• [YOUR TASK] Return all the data below as it stands, minus the pictures.

============

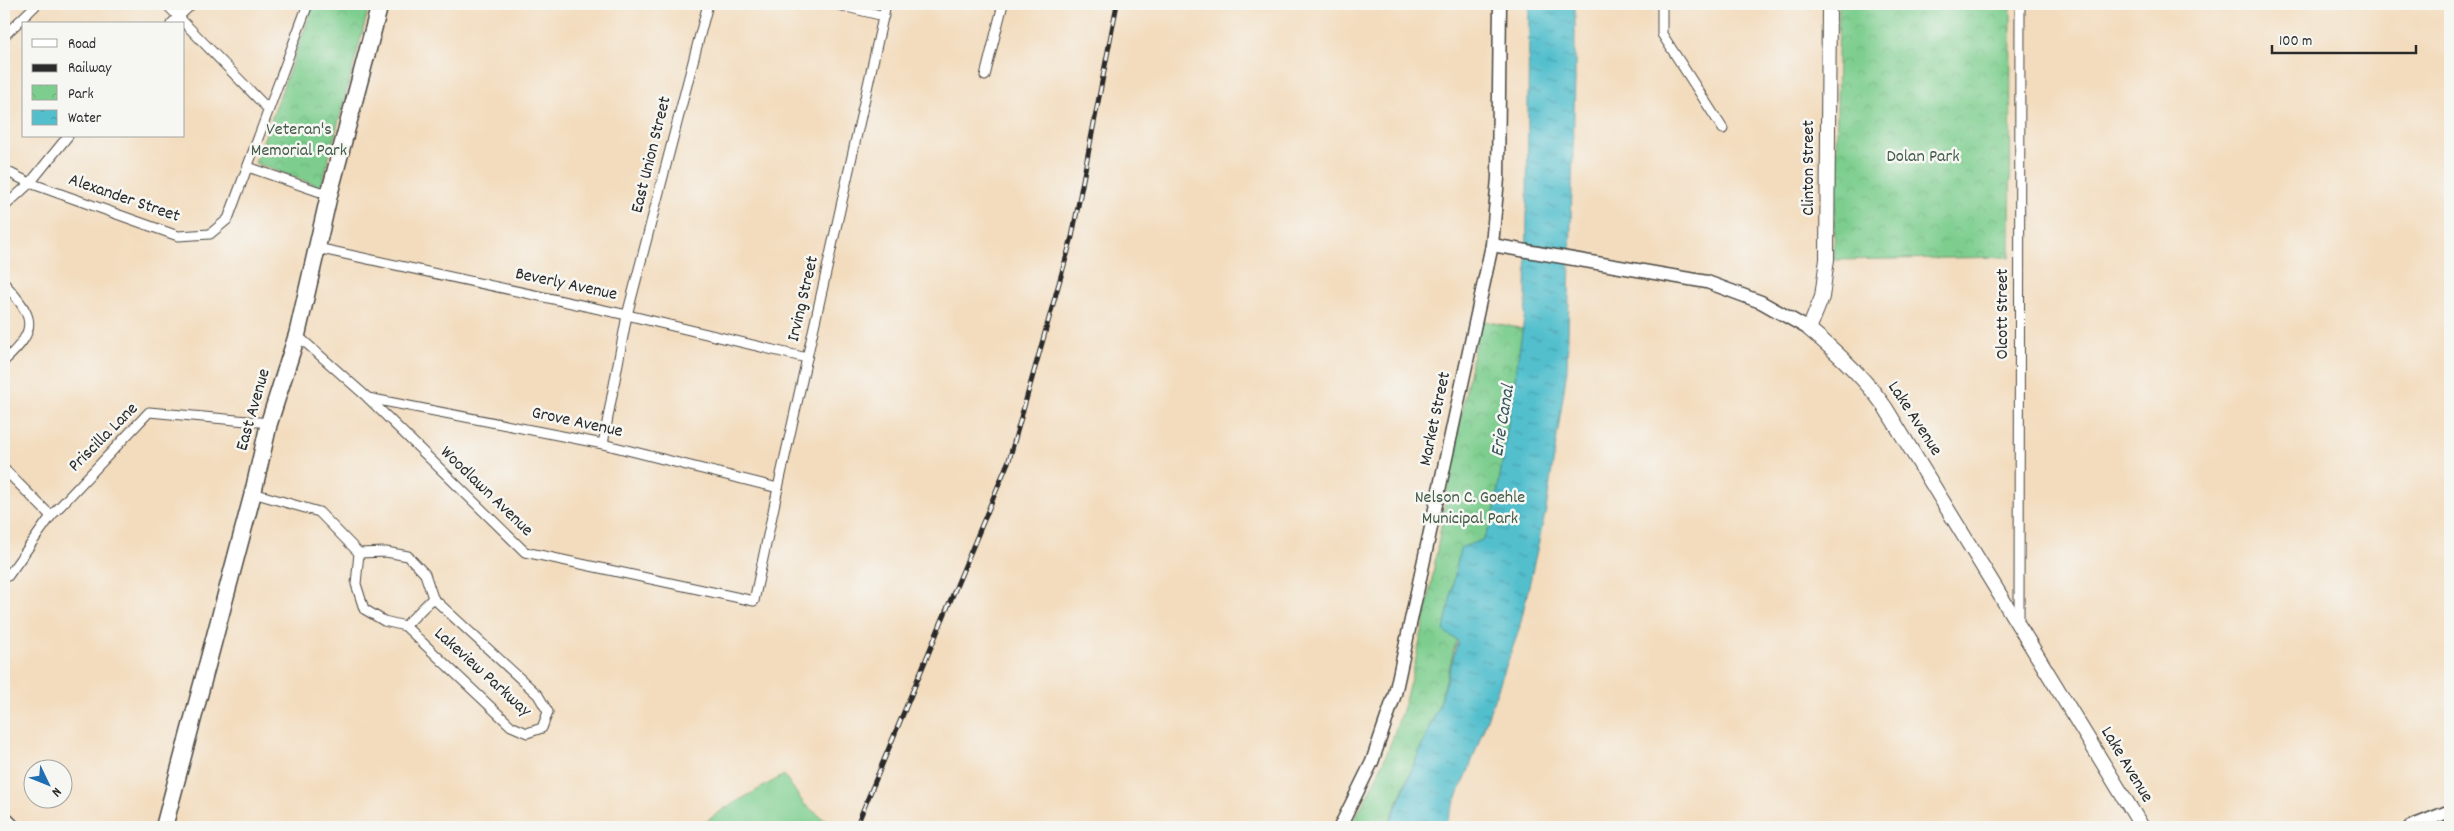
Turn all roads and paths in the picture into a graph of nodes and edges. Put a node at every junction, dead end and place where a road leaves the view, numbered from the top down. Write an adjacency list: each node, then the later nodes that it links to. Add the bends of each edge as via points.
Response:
1 (37, 4): 19 (street)
2 (166, 4): 15 (street)
3 (192, 4): 15 (street)
4 (308, 4): 21 (street)
5 (380, 4): 27 (highway, East Avenue)
6 (708, 4): 32 (street, East Union Street)
7 (834, 4): 14 (street)
8 (886, 4): 14 (street, Irving Street)
9 (1003, 4): 20 (street)
10 (1500, 4): 29 (street, Market Street, via 1498,178)
11 (1662, 4): 22 (street, via 1662,34)
12 (1829, 4): 33 (main road, Clinton Street, via 1827,259 1822,297)
13 (2020, 4): 48 (street, Olcott Street)
14 (884, 16): 35 (street, Irving Street)
15 (178, 17): 16 (street); 17 (street)
16 (173, 22)
17 (183, 22)
18 (185, 24): 21 (street)
19 (4, 36)
20 (985, 76)
21 (268, 108): 24 (street)
22 (1723, 129)
23 (66, 138): 26 (street)
24 (248, 167): 26 (street, Alexander Street, via 228,220 210,234 178,236); 27 (street)
25 (4, 170): 26 (street, Alexander Street)
26 (30, 183): 28 (street)
27 (329, 195): 30 (highway, East Avenue)
28 (4, 207)
29 (1492, 245): 33 (street, Lake Avenue, via 1707,282 1732,289); 54 (street, Market Street, via 1396,694 1372,762)
30 (317, 248): 32 (street, Beverly Avenue); 34 (highway, East Avenue)
31 (4, 283): 36 (street, via 25,306 29,321 27,338)
32 (627, 315): 35 (street, Beverly Avenue); 39 (street, East Union Street)
33 (1809, 330): 48 (main road, Lake Avenue, via 1844,358 1873,390)
34 (297, 335): 37 (street, Woodlawn Avenue); 38 (highway, East Avenue)
35 (807, 358): 41 (street, Irving Street)
36 (4, 361)
37 (368, 398): 39 (street, Grove Avenue); 47 (street, Woodlawn Avenue, via 525,552)
38 (269, 423): 42 (highway, East Avenue); 43 (street, Priscilla Lane, via 149,412)
39 (603, 444): 41 (street, Grove Avenue)
40 (4, 469): 43 (street)
41 (778, 488): 47 (street, Irving Street)
42 (253, 494): 44 (street, via 319,512); 53 (highway, East Avenue)
43 (51, 516): 45 (street, Priscilla Lane, via 8,576)
44 (360, 553): 46 (street, Lakeview Parkway, via 386,552 408,556 425,574); 49 (street, Lakeview Parkway, via 356,584 364,609 384,621)
45 (4, 576)
46 (433, 598): 49 (street, Lakeview Parkway); 49 (street, Lakeview Parkway, via 538,696 548,712 542,728 526,733 512,726)
47 (754, 601)
48 (2019, 624): 55 (main road, Lake Avenue)
49 (405, 626)
50 (2450, 811): 56 (street)
51 (4, 817): 52 (street)
52 (14, 827)
53 (164, 827)
54 (1340, 827)
55 (2142, 827)
56 (2410, 827)

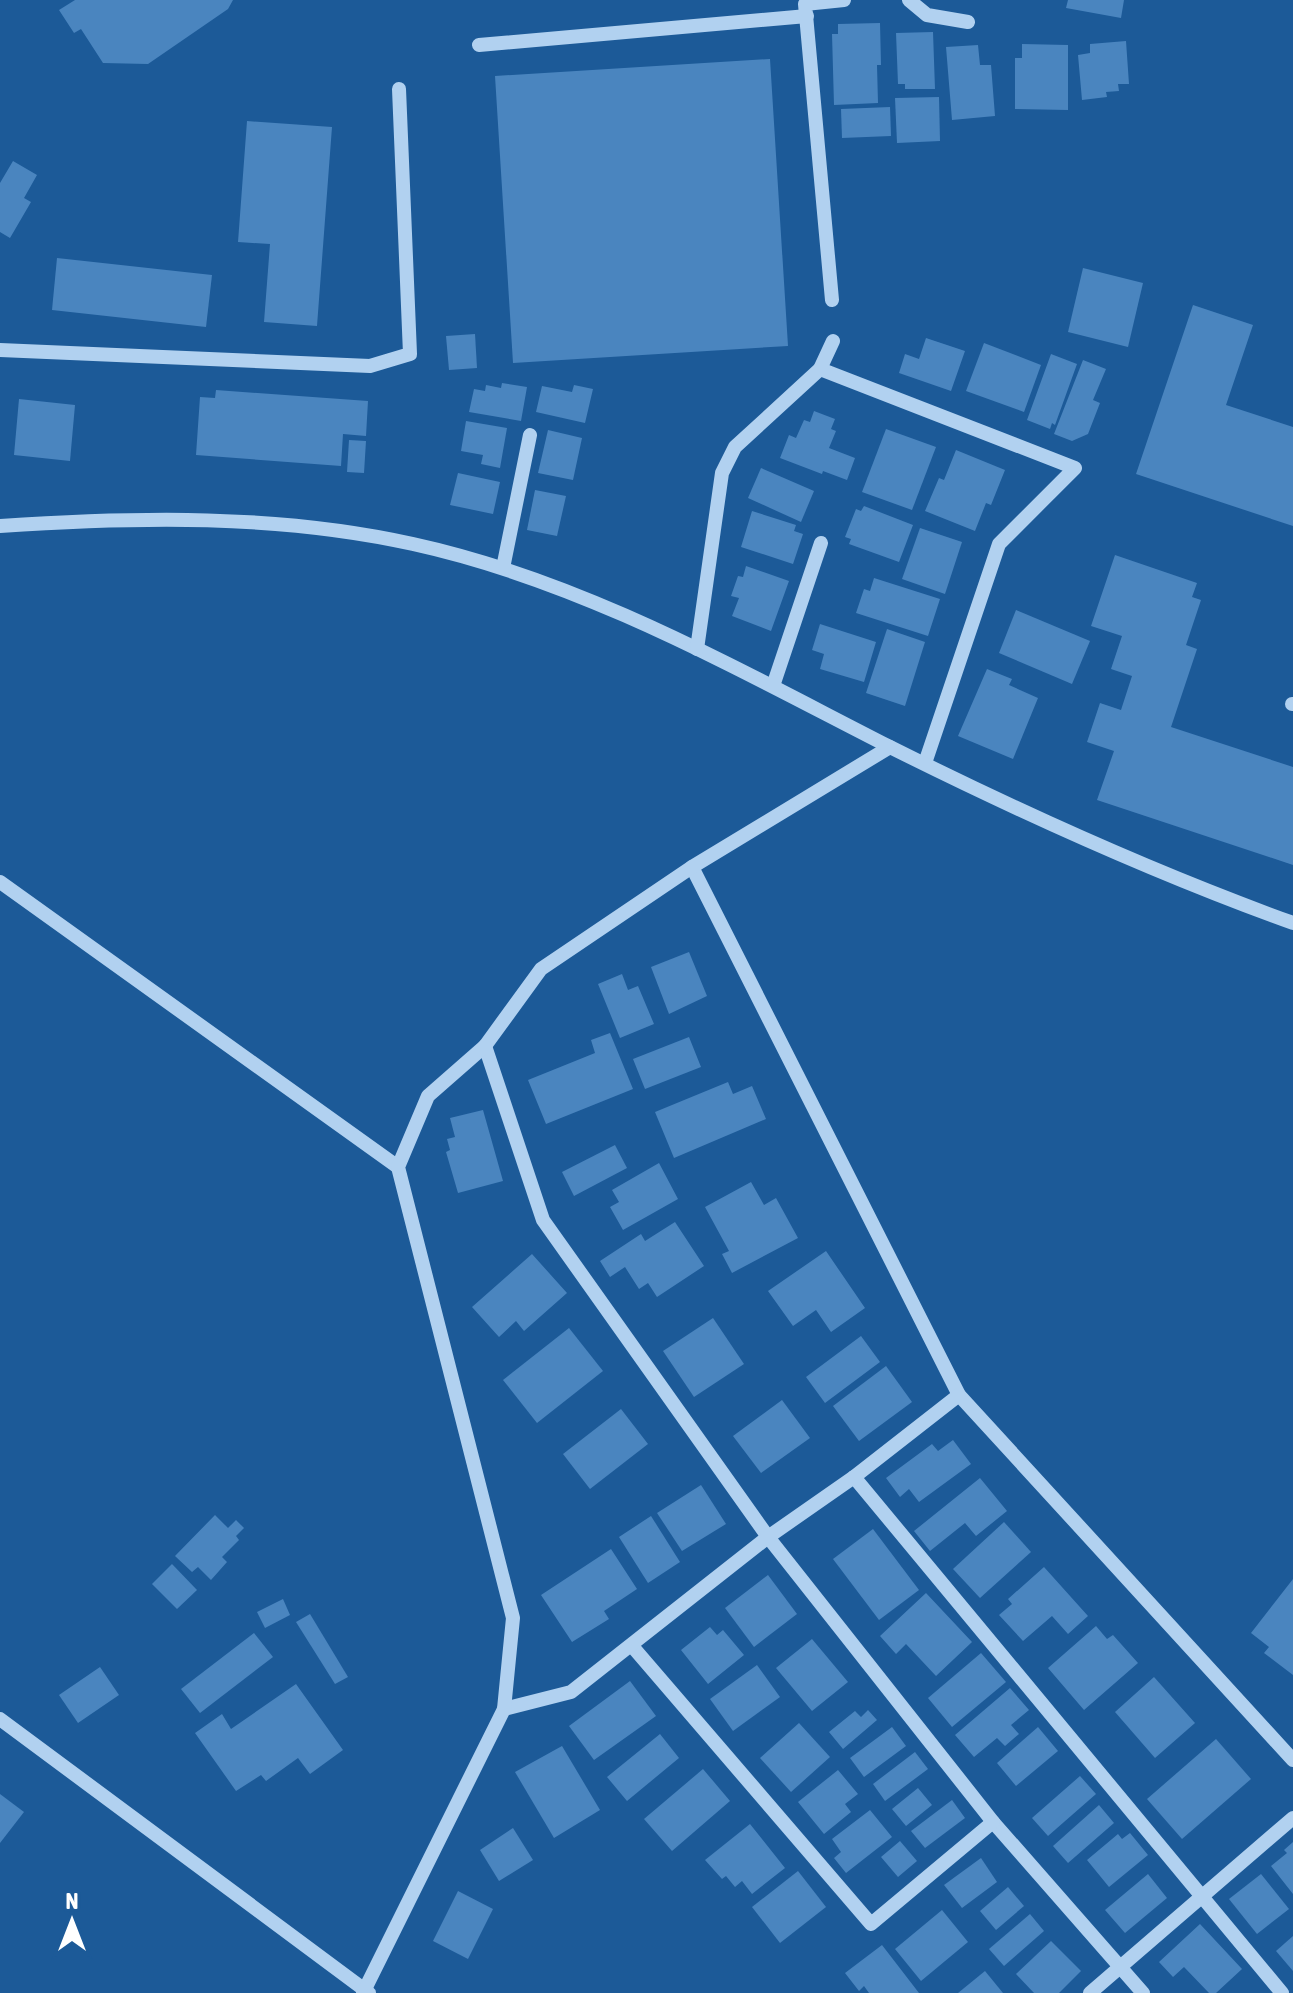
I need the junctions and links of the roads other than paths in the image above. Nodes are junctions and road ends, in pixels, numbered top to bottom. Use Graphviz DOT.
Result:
graph roads {
  1 [pos="844,0"];
  2 [pos="909,0"];
  3 [pos="824,1"];
  4 [pos="807,16"];
  5 [pos="968,22"];
  6 [pos="479,45"];
  7 [pos="399,89"];
  8 [pos="832,300"];
  9 [pos="833,341"];
  10 [pos="0,350"];
  11 [pos="820,369"];
  12 [pos="530,435"];
  13 [pos="0,526"];
  14 [pos="821,543"];
  15 [pos="503,568"];
  16 [pos="697,649"];
  17 [pos="773,686"];
  18 [pos="890,747"];
  19 [pos="925,763"];
  20 [pos="692,867"];
  21 [pos="0,882"];
  22 [pos="1293,923"];
  23 [pos="485,1046"];
  24 [pos="398,1167"];
  25 [pos="959,1395"];
  26 [pos="854,1477"];
  27 [pos="768,1537"];
  28 [pos="632,1646"];
  29 [pos="504,1709"];
  30 [pos="0,1719"];
  31 [pos="1293,1760"];
  32 [pos="1293,1818"];
  33 [pos="993,1822"];
  34 [pos="1202,1897"];
  35 [pos="1120,1967"];
  36 [pos="366,1992"];
  37 [pos="1090,1993"];
  38 [pos="1143,1993"];
  39 [pos="1282,1993"];
  1 -- 3 [label="street"];
  2 -- 5 [label="street"];
  3 -- 4 [label="street"];
  4 -- 6 [label="street"];
  4 -- 8 [label="street"];
  7 -- 10 [label="street"];
  9 -- 11 [label="street"];
  11 -- 16 [label="street"];
  11 -- 19 [label="street"];
  12 -- 15 [label="street"];
  13 -- 15 [label="street"];
  14 -- 17 [label="street"];
  15 -- 16 [label="street"];
  16 -- 17 [label="street"];
  17 -- 18 [label="street"];
  18 -- 19 [label="street"];
  18 -- 20 [label="street"];
  19 -- 22 [label="street"];
  20 -- 23 [label="street"];
  20 -- 25 [label="street"];
  21 -- 24 [label="street"];
  23 -- 24 [label="street"];
  23 -- 27 [label="street"];
  24 -- 29 [label="street"];
  25 -- 26 [label="street"];
  25 -- 31 [label="street"];
  26 -- 27 [label="street"];
  26 -- 34 [label="street"];
  27 -- 28 [label="street"];
  27 -- 33 [label="street"];
  28 -- 29 [label="street"];
  28 -- 33 [label="street"];
  29 -- 36 [label="street"];
  30 -- 36 [label="street"];
  32 -- 34 [label="street"];
  33 -- 35 [label="street"];
  34 -- 35 [label="street"];
  34 -- 39 [label="street"];
  35 -- 37 [label="street"];
  35 -- 38 [label="street"];
}
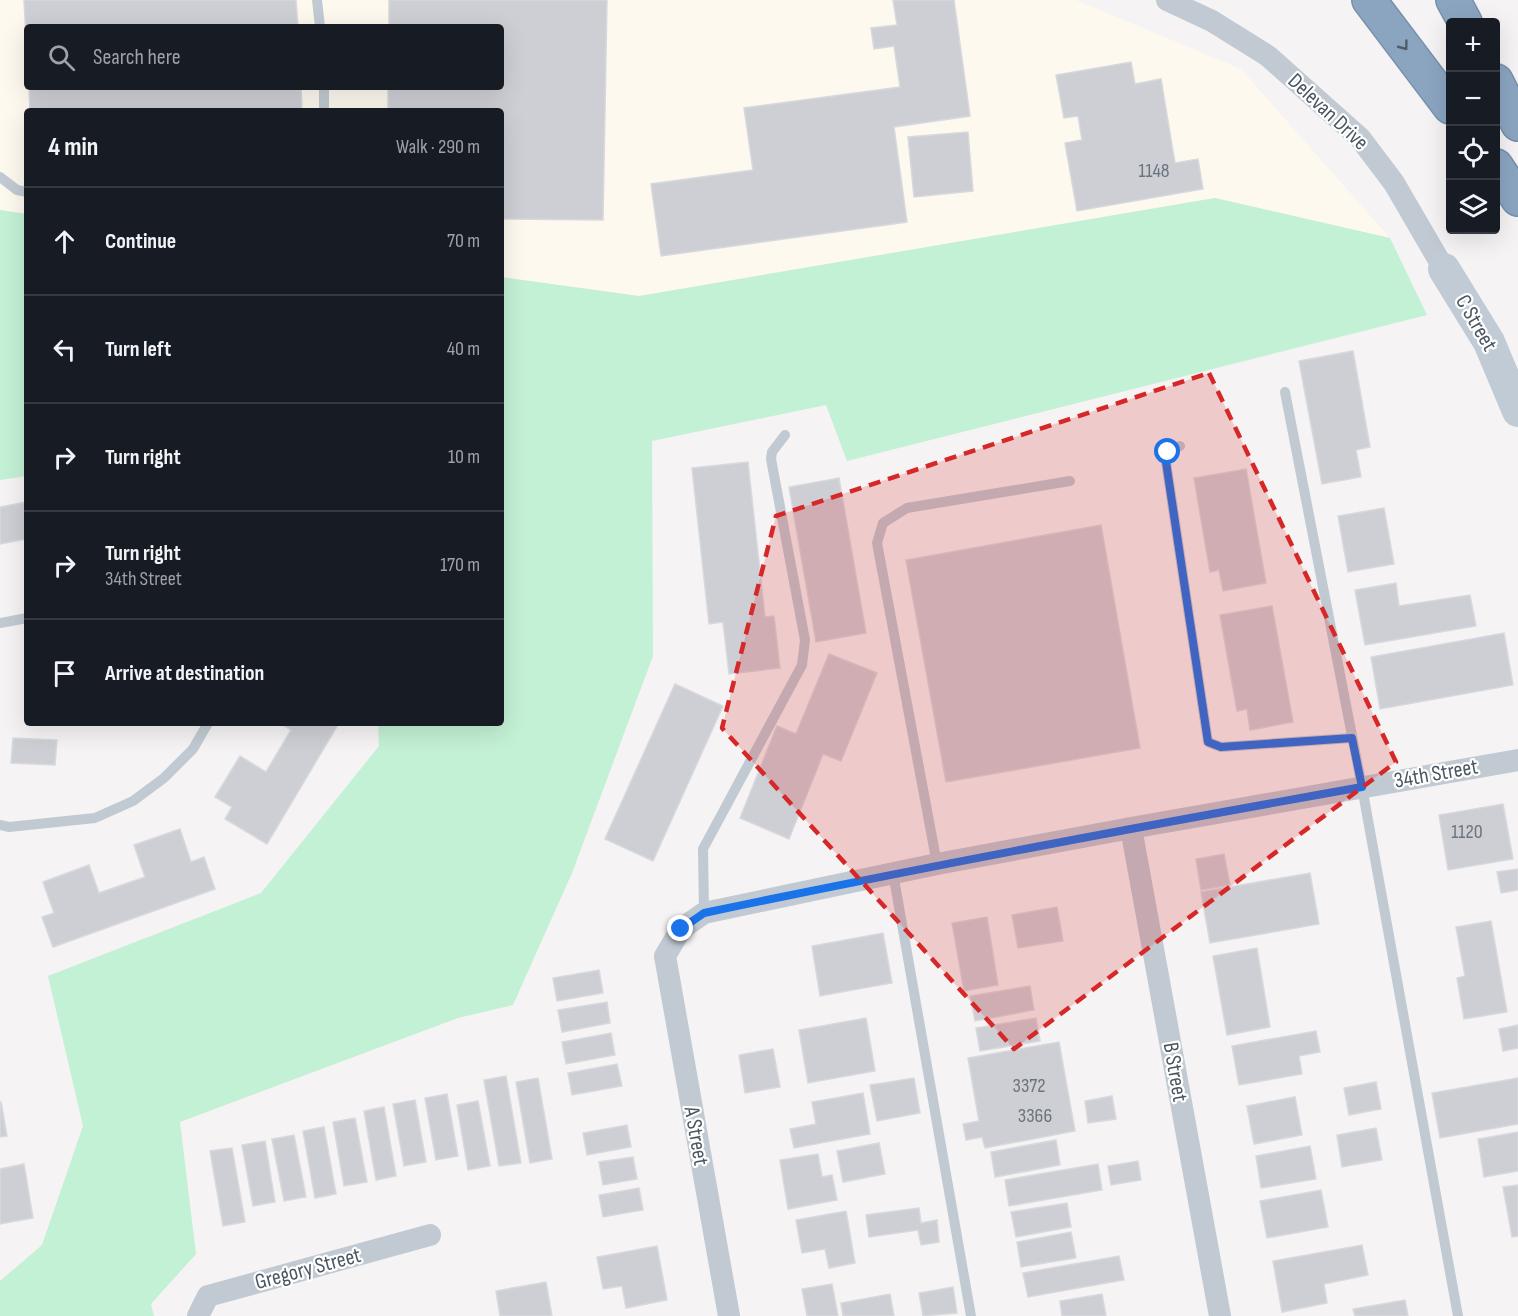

============

• [EXERCISE OUTPUT]
Turn all roads and paths in the picture into a graph of nodes and edges. Put a node at every junction, dead end and place where a road leaves the view, numbered from the top down. Write an adjacency list: each node, then the later nodes that it links to. Add the bends of each edge as via points.
Response:
1 (37, 4): 19 (street)
2 (166, 4): 15 (street)
3 (192, 4): 15 (street)
4 (308, 4): 21 (street)
5 (380, 4): 27 (highway, East Avenue)
6 (708, 4): 32 (street, East Union Street)
7 (834, 4): 14 (street)
8 (886, 4): 14 (street, Irving Street)
9 (1003, 4): 20 (street)
10 (1500, 4): 29 (street, Market Street, via 1498,178)
11 (1662, 4): 22 (street, via 1662,34)
12 (1829, 4): 33 (main road, Clinton Street, via 1827,259 1822,297)
13 (2020, 4): 48 (street, Olcott Street)
14 (884, 16): 35 (street, Irving Street)
15 (178, 17): 16 (street); 17 (street)
16 (173, 22)
17 (183, 22)
18 (185, 24): 21 (street)
19 (4, 36)
20 (985, 76)
21 (268, 108): 24 (street)
22 (1723, 129)
23 (66, 138): 26 (street)
24 (248, 167): 26 (street, Alexander Street, via 228,220 210,234 178,236); 27 (street)
25 (4, 170): 26 (street, Alexander Street)
26 (30, 183): 28 (street)
27 (329, 195): 30 (highway, East Avenue)
28 (4, 207)
29 (1492, 245): 33 (street, Lake Avenue, via 1707,282 1732,289); 54 (street, Market Street, via 1396,694 1372,762)
30 (317, 248): 32 (street, Beverly Avenue); 34 (highway, East Avenue)
31 (4, 283): 36 (street, via 25,306 29,321 27,338)
32 (627, 315): 35 (street, Beverly Avenue); 39 (street, East Union Street)
33 (1809, 330): 48 (main road, Lake Avenue, via 1844,358 1873,390)
34 (297, 335): 37 (street, Woodlawn Avenue); 38 (highway, East Avenue)
35 (807, 358): 41 (street, Irving Street)
36 (4, 361)
37 (368, 398): 39 (street, Grove Avenue); 47 (street, Woodlawn Avenue, via 525,552)
38 (269, 423): 42 (highway, East Avenue); 43 (street, Priscilla Lane, via 149,412)
39 (603, 444): 41 (street, Grove Avenue)
40 (4, 469): 43 (street)
41 (778, 488): 47 (street, Irving Street)
42 (253, 494): 44 (street, via 319,512); 53 (highway, East Avenue)
43 (51, 516): 45 (street, Priscilla Lane, via 8,576)
44 (360, 553): 46 (street, Lakeview Parkway, via 386,552 408,556 425,574); 49 (street, Lakeview Parkway, via 356,584 364,609 384,621)
45 (4, 576)
46 (433, 598): 49 (street, Lakeview Parkway); 49 (street, Lakeview Parkway, via 538,696 548,712 542,728 526,733 512,726)
47 (754, 601)
48 (2019, 624): 55 (main road, Lake Avenue)
49 (405, 626)
50 (2450, 811): 56 (street)
51 (4, 817): 52 (street)
52 (14, 827)
53 (164, 827)
54 (1340, 827)
55 (2142, 827)
56 (2410, 827)

I need the junctions and links of the roads other than paths in the image above. Nodes are junctions and road ends, in pixels, numbered top to bottom. Use Graphviz DOT.
Result:
graph roads {
  1 [pos="844,0"];
  2 [pos="909,0"];
  3 [pos="824,1"];
  4 [pos="807,16"];
  5 [pos="968,22"];
  6 [pos="479,45"];
  7 [pos="399,89"];
  8 [pos="832,300"];
  9 [pos="833,341"];
  10 [pos="0,350"];
  11 [pos="820,369"];
  12 [pos="530,435"];
  13 [pos="0,526"];
  14 [pos="821,543"];
  15 [pos="503,568"];
  16 [pos="697,649"];
  17 [pos="773,686"];
  18 [pos="890,747"];
  19 [pos="925,763"];
  20 [pos="692,867"];
  21 [pos="0,882"];
  22 [pos="1293,923"];
  23 [pos="485,1046"];
  24 [pos="398,1167"];
  25 [pos="959,1395"];
  26 [pos="854,1477"];
  27 [pos="768,1537"];
  28 [pos="632,1646"];
  29 [pos="504,1709"];
  30 [pos="0,1719"];
  31 [pos="1293,1760"];
  32 [pos="1293,1818"];
  33 [pos="993,1822"];
  34 [pos="1202,1897"];
  35 [pos="1120,1967"];
  36 [pos="366,1992"];
  37 [pos="1090,1993"];
  38 [pos="1143,1993"];
  39 [pos="1282,1993"];
  1 -- 3 [label="street"];
  2 -- 5 [label="street"];
  3 -- 4 [label="street"];
  4 -- 6 [label="street"];
  4 -- 8 [label="street"];
  7 -- 10 [label="street"];
  9 -- 11 [label="street"];
  11 -- 16 [label="street"];
  11 -- 19 [label="street"];
  12 -- 15 [label="street"];
  13 -- 15 [label="street"];
  14 -- 17 [label="street"];
  15 -- 16 [label="street"];
  16 -- 17 [label="street"];
  17 -- 18 [label="street"];
  18 -- 19 [label="street"];
  18 -- 20 [label="street"];
  19 -- 22 [label="street"];
  20 -- 23 [label="street"];
  20 -- 25 [label="street"];
  21 -- 24 [label="street"];
  23 -- 24 [label="street"];
  23 -- 27 [label="street"];
  24 -- 29 [label="street"];
  25 -- 26 [label="street"];
  25 -- 31 [label="street"];
  26 -- 27 [label="street"];
  26 -- 34 [label="street"];
  27 -- 28 [label="street"];
  27 -- 33 [label="street"];
  28 -- 29 [label="street"];
  28 -- 33 [label="street"];
  29 -- 36 [label="street"];
  30 -- 36 [label="street"];
  32 -- 34 [label="street"];
  33 -- 35 [label="street"];
  34 -- 35 [label="street"];
  34 -- 39 [label="street"];
  35 -- 37 [label="street"];
  35 -- 38 [label="street"];
}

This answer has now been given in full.